Task: Search the material below for the string "Makam" and list each line that holds it.

Working data:
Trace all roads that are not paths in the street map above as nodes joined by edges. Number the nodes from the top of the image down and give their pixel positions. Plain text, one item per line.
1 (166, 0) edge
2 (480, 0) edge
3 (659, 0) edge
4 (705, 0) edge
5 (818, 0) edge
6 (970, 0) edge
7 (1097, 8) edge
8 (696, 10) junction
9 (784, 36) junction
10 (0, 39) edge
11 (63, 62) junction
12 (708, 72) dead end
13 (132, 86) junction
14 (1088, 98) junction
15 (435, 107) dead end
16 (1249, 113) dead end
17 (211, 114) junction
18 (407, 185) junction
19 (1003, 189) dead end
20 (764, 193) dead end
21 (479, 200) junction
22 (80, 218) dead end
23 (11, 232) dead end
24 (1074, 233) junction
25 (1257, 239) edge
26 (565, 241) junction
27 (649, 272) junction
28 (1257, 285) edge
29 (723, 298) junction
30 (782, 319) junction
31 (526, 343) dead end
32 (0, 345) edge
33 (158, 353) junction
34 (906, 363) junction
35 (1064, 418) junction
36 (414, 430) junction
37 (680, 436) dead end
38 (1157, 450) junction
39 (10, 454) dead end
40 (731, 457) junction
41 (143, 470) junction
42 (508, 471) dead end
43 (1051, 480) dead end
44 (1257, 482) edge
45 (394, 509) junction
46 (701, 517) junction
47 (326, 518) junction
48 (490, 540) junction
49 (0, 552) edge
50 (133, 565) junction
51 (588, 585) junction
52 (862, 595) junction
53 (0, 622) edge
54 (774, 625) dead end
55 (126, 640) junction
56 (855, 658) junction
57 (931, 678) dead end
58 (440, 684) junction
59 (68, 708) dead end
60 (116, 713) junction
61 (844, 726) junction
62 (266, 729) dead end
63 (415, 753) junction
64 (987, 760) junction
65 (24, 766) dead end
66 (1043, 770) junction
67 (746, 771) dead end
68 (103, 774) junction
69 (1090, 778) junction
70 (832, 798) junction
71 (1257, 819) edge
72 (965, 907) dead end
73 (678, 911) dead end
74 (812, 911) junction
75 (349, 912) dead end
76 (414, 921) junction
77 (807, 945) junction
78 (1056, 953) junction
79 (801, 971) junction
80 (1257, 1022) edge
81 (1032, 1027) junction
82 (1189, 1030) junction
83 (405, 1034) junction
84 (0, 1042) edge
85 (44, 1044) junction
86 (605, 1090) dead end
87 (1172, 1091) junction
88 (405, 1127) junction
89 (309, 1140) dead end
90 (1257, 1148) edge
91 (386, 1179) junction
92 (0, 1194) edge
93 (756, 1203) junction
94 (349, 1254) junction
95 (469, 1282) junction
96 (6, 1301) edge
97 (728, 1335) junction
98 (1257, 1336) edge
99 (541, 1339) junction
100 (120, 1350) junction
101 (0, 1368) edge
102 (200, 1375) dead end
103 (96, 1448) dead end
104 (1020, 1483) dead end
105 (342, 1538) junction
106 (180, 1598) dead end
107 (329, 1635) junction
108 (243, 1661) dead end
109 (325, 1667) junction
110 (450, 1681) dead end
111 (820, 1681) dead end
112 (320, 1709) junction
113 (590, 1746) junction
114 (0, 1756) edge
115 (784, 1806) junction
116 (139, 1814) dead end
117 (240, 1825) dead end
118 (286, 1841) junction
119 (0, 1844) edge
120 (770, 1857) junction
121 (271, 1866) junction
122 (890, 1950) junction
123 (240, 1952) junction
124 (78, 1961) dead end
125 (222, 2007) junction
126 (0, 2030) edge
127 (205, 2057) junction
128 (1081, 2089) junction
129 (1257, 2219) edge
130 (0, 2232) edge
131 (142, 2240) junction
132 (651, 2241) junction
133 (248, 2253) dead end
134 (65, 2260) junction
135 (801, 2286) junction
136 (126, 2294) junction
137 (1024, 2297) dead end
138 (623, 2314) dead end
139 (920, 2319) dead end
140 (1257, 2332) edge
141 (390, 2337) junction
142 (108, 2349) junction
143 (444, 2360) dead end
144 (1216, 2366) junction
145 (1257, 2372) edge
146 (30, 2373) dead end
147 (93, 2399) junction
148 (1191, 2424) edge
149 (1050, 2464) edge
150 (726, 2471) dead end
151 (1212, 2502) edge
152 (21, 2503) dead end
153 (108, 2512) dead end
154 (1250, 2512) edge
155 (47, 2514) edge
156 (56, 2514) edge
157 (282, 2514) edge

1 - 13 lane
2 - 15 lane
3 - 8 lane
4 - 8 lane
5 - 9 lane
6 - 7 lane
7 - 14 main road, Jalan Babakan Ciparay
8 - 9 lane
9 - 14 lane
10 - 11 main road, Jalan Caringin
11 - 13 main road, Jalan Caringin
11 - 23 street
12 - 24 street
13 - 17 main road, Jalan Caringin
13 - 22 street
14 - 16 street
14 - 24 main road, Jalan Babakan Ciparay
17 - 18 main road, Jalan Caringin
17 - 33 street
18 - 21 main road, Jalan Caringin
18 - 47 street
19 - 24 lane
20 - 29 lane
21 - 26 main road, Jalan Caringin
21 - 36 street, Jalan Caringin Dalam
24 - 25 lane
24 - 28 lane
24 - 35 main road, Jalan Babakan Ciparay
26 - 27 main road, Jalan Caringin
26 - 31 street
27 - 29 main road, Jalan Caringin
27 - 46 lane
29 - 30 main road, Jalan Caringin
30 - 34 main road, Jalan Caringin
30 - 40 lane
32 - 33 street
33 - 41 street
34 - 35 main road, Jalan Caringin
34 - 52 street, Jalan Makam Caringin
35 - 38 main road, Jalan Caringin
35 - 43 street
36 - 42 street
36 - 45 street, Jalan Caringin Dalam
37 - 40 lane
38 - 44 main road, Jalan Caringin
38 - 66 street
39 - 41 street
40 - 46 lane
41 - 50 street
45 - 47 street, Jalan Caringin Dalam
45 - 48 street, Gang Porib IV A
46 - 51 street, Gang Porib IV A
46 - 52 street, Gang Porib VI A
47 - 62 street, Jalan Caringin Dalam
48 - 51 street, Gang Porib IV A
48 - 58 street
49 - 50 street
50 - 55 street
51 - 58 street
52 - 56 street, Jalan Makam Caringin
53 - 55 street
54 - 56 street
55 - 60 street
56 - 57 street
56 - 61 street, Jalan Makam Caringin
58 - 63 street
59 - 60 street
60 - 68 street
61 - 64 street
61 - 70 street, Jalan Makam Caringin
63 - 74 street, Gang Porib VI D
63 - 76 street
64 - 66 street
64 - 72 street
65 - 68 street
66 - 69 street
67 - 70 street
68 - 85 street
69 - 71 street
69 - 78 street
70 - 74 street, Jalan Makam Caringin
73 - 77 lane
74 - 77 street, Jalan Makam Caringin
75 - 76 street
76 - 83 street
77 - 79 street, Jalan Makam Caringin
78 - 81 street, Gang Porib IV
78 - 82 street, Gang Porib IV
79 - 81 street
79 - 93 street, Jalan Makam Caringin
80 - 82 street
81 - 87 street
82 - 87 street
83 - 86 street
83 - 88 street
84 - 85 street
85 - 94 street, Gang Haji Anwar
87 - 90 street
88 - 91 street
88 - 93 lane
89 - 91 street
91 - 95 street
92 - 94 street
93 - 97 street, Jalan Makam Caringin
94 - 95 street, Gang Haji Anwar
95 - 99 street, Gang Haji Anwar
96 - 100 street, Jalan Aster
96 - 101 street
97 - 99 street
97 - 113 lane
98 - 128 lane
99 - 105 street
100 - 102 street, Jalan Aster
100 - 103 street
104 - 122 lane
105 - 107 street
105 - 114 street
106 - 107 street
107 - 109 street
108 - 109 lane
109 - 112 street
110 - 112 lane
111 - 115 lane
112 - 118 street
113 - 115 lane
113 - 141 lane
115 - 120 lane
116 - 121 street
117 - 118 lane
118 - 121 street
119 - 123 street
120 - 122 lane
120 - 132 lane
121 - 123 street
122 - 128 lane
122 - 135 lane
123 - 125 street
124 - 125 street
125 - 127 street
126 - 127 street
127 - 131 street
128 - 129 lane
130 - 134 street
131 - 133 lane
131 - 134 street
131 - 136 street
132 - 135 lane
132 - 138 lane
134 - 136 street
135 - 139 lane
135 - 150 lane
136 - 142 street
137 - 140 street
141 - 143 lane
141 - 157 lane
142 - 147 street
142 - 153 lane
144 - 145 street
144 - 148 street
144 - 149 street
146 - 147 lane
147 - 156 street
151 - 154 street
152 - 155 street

Solution for this task:
34 - 52 street, Jalan Makam Caringin
52 - 56 street, Jalan Makam Caringin
56 - 61 street, Jalan Makam Caringin
61 - 70 street, Jalan Makam Caringin
70 - 74 street, Jalan Makam Caringin
74 - 77 street, Jalan Makam Caringin
77 - 79 street, Jalan Makam Caringin
79 - 93 street, Jalan Makam Caringin
93 - 97 street, Jalan Makam Caringin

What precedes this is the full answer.